Provided entries:
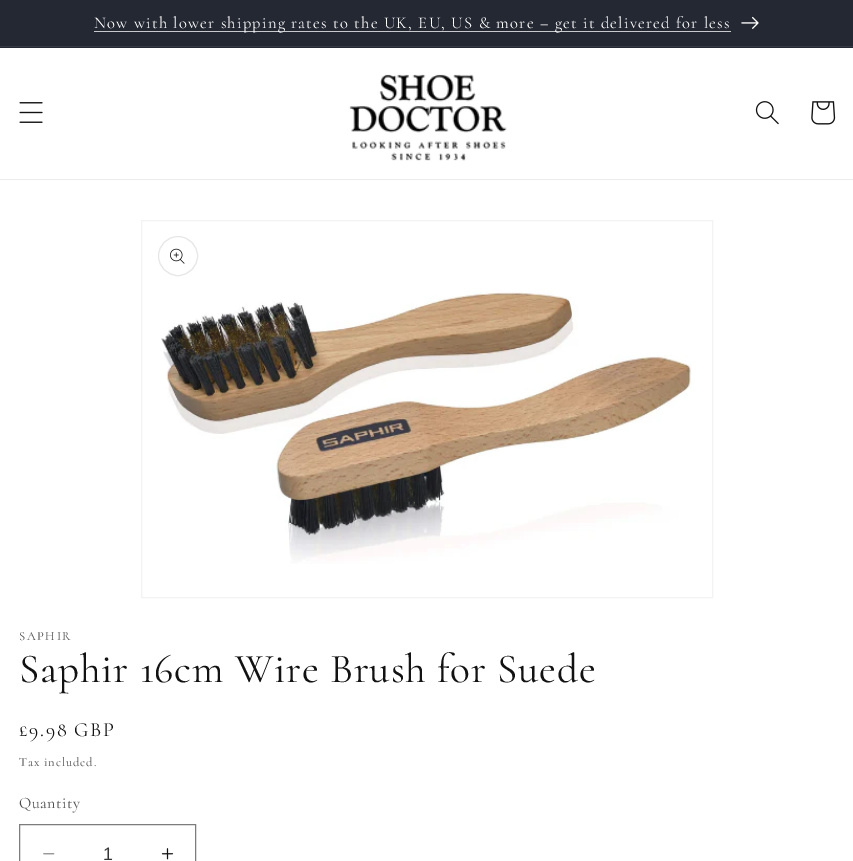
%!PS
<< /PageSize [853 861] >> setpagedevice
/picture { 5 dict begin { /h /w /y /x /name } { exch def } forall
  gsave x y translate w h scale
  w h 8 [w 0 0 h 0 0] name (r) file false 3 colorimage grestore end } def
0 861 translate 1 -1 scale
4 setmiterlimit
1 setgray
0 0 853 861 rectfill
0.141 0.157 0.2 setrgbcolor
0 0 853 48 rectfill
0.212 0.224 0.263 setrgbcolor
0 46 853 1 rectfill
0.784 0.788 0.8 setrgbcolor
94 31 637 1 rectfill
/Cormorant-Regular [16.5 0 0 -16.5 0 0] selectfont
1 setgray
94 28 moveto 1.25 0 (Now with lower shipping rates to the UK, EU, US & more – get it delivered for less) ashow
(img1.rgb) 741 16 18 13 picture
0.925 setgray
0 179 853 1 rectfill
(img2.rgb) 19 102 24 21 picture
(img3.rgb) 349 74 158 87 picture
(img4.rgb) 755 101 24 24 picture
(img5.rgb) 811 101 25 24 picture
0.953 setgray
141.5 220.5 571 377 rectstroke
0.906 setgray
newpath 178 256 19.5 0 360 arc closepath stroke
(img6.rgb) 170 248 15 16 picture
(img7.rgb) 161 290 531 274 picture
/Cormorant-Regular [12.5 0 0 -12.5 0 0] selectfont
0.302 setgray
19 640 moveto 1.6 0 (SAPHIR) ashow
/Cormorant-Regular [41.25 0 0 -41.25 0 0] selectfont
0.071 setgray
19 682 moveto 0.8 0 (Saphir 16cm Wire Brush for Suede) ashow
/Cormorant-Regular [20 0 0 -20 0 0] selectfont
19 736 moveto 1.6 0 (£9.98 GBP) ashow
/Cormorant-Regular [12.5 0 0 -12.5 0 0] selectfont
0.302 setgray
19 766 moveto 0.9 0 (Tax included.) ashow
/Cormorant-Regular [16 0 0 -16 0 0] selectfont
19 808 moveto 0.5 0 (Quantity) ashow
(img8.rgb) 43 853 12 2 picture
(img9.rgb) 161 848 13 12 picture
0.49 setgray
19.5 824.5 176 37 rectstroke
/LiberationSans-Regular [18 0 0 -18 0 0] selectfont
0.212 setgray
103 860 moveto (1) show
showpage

About this task:
Count how many lines in the data contain the word "scale". Reply with that number only.

Written solution:
2